Every line of the records below that holds the word "Aarón" belongs in the answer.

## PROVIDED DATA:
=== Begin Enclosure ===
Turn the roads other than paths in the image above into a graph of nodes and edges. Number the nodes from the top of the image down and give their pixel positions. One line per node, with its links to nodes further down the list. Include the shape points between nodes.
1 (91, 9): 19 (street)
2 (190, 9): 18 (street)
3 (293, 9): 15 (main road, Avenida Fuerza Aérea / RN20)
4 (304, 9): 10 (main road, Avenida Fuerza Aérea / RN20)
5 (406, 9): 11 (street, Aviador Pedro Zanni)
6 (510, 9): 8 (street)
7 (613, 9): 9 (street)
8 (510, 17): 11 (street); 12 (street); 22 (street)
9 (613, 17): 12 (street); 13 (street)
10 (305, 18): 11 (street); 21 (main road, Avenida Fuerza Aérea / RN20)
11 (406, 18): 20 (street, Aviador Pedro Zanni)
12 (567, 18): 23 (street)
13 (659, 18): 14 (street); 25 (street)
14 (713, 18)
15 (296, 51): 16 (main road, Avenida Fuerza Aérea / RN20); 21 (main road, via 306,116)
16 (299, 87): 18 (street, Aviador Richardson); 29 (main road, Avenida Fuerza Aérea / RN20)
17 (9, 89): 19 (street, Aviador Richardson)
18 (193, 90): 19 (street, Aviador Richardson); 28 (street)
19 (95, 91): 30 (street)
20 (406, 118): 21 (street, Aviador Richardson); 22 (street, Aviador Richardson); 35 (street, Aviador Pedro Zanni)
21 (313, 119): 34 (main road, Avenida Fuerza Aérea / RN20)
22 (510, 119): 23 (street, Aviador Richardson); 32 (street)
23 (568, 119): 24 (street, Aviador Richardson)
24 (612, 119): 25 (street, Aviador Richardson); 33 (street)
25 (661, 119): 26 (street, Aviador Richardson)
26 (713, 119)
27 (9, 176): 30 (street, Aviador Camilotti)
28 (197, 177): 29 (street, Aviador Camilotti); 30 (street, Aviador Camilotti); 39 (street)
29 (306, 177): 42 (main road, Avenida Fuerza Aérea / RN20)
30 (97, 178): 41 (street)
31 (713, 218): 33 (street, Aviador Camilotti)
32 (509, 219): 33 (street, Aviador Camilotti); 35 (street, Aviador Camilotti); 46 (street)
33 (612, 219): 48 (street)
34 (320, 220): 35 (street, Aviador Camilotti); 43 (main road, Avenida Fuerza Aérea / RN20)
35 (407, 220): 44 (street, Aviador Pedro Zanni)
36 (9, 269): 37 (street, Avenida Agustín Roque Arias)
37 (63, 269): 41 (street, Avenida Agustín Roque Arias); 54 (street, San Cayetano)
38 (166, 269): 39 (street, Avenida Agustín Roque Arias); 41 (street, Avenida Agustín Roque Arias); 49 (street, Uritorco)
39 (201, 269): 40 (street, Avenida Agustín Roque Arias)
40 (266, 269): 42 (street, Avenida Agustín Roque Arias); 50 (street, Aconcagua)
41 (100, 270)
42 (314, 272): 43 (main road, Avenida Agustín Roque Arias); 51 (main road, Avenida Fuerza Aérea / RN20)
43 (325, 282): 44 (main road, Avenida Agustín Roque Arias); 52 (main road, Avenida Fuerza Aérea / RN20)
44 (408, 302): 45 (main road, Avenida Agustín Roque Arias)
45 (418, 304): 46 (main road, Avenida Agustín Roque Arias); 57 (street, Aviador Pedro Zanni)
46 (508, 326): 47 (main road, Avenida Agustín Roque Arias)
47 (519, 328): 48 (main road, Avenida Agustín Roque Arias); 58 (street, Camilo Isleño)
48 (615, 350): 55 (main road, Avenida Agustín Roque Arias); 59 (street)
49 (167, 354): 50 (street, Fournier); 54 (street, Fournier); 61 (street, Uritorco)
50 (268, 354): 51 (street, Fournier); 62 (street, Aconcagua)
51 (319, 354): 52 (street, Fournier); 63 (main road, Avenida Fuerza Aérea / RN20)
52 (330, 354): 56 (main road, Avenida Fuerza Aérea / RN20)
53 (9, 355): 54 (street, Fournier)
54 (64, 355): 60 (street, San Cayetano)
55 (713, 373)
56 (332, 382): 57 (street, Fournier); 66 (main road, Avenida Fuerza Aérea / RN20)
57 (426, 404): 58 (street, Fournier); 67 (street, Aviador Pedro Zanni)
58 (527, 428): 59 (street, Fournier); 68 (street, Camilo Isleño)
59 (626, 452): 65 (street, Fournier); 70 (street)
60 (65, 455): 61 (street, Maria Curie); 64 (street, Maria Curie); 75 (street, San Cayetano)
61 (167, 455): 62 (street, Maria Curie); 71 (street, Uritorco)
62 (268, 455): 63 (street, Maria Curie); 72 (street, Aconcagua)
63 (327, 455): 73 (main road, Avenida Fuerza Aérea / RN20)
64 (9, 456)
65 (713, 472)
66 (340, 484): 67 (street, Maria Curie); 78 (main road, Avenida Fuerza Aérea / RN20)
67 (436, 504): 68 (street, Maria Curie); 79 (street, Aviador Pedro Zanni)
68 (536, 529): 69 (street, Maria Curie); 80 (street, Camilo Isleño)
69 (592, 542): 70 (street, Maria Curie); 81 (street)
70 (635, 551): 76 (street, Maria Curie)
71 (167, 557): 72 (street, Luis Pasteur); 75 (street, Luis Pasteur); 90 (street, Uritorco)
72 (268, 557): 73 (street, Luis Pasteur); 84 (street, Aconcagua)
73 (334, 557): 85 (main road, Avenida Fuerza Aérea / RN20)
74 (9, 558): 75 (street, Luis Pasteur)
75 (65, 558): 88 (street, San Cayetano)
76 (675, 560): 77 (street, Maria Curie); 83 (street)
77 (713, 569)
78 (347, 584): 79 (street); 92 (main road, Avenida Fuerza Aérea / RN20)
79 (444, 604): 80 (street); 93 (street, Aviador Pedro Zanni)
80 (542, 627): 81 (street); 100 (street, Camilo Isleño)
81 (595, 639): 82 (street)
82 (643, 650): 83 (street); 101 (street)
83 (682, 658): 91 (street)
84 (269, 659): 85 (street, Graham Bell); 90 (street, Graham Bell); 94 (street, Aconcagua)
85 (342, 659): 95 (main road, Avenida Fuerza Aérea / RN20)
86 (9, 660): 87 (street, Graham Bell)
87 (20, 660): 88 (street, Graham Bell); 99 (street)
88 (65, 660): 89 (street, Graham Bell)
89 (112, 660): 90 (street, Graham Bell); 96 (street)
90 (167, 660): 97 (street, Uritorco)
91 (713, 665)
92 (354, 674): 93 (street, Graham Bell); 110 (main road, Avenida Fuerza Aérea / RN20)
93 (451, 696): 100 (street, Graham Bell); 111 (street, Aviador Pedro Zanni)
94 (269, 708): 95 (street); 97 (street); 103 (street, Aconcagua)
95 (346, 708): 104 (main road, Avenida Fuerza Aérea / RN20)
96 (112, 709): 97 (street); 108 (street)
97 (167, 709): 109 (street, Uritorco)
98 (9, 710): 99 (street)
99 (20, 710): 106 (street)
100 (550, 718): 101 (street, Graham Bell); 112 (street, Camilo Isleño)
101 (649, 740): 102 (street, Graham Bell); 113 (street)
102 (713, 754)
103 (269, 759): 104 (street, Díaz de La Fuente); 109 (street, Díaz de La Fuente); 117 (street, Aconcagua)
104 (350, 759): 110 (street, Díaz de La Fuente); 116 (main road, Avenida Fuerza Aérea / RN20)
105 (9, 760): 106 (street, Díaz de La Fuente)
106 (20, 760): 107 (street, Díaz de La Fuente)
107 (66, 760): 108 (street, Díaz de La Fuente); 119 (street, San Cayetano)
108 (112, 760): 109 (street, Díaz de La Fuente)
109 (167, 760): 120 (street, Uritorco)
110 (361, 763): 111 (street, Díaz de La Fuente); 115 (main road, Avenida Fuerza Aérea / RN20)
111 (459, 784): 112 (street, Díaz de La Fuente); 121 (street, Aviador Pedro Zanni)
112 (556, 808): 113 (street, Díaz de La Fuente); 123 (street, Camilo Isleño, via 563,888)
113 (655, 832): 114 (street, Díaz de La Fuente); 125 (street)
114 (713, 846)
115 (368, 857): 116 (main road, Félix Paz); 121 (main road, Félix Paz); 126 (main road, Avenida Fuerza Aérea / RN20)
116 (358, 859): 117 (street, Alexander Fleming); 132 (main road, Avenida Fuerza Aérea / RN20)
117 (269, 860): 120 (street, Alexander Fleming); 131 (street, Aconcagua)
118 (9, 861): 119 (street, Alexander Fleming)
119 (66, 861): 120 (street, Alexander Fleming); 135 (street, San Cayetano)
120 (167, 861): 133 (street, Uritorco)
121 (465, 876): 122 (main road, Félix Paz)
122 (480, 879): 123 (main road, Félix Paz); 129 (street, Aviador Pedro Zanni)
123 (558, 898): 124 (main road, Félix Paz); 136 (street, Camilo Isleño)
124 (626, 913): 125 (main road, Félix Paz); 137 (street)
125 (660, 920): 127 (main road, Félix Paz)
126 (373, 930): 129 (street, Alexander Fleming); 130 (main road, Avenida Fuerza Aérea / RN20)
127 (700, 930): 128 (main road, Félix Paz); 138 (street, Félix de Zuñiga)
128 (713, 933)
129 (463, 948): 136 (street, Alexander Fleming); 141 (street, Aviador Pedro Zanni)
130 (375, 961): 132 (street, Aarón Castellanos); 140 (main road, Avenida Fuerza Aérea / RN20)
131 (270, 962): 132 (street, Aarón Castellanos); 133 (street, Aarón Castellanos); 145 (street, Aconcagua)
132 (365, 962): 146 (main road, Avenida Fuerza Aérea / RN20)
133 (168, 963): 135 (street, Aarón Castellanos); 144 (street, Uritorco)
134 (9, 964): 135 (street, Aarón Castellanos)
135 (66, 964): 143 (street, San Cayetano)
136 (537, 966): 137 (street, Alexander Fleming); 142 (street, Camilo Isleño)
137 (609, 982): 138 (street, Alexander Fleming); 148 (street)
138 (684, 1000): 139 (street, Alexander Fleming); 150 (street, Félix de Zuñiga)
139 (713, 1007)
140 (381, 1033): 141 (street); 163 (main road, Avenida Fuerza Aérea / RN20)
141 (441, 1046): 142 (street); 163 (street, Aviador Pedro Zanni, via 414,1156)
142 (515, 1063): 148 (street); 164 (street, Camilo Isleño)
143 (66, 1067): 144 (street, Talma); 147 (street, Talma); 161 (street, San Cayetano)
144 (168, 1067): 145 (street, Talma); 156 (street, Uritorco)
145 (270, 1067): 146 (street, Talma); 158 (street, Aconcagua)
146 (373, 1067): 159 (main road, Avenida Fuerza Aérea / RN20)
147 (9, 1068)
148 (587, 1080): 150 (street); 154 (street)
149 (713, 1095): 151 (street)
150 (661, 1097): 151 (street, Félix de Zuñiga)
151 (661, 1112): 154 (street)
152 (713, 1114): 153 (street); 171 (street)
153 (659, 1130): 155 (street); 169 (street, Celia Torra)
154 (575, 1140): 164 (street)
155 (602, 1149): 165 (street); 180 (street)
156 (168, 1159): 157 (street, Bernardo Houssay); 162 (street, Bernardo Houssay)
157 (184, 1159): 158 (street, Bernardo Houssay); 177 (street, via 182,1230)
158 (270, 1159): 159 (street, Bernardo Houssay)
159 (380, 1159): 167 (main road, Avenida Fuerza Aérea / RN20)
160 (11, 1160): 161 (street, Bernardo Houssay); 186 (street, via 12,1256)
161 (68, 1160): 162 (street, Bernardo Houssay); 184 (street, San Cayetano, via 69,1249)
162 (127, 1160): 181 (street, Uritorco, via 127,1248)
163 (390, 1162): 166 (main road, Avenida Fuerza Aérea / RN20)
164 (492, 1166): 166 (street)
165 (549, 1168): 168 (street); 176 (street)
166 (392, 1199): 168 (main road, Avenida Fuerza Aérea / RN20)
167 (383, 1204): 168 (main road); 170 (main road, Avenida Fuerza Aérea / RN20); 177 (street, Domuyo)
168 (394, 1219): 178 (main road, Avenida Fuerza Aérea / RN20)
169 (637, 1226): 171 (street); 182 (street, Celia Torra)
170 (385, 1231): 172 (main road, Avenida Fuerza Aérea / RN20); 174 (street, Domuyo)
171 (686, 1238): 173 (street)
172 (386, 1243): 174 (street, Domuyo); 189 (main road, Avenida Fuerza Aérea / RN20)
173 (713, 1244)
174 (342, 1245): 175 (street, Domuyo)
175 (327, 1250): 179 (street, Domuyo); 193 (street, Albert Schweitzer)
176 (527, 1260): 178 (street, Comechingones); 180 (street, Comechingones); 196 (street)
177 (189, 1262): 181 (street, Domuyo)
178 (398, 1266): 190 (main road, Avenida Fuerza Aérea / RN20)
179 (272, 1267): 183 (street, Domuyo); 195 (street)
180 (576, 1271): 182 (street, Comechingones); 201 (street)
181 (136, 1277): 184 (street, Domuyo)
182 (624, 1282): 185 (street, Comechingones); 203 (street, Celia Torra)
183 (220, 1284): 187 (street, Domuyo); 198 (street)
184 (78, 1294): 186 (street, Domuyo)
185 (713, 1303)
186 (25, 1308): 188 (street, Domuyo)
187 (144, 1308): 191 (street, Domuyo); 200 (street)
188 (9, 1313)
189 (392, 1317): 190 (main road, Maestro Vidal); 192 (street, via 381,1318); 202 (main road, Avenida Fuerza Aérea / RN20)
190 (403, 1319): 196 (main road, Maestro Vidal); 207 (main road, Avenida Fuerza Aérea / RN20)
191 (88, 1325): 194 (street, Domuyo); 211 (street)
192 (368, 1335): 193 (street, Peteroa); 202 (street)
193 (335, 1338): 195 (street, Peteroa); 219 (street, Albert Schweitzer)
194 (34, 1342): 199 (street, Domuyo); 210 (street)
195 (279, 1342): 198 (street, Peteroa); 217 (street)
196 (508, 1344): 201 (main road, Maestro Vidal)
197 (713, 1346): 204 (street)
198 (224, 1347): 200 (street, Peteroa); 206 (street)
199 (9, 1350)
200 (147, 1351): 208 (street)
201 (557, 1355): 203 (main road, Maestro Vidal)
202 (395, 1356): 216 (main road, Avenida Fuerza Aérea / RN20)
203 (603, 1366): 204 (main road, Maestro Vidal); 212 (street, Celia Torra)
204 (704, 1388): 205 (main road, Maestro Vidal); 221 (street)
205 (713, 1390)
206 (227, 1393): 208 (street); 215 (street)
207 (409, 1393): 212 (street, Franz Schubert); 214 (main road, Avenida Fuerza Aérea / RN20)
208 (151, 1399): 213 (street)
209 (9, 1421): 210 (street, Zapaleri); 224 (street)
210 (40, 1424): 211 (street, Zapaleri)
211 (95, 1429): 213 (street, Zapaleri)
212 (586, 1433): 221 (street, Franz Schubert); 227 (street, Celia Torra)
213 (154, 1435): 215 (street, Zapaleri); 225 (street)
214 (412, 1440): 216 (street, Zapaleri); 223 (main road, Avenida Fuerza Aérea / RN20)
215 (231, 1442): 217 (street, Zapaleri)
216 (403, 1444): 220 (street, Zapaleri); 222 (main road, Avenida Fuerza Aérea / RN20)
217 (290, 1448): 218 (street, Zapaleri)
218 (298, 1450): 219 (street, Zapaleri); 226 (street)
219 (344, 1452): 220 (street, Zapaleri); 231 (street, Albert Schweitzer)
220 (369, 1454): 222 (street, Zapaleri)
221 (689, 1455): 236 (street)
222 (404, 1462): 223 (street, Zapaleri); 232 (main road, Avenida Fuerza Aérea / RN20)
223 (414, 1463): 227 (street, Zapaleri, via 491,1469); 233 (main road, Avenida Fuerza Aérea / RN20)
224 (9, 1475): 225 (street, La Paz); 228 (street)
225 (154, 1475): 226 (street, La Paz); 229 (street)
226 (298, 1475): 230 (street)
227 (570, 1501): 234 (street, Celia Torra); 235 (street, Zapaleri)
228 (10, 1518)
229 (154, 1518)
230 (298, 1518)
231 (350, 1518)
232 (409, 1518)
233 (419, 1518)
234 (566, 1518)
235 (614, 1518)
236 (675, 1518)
=== End Enclosure ===
## PROBLEM SOLUTION:
130 (375, 961): 132 (street, Aarón Castellanos); 140 (main road, Avenida Fuerza Aérea / RN20)
131 (270, 962): 132 (street, Aarón Castellanos); 133 (street, Aarón Castellanos); 145 (street, Aconcagua)
133 (168, 963): 135 (street, Aarón Castellanos); 144 (street, Uritorco)
134 (9, 964): 135 (street, Aarón Castellanos)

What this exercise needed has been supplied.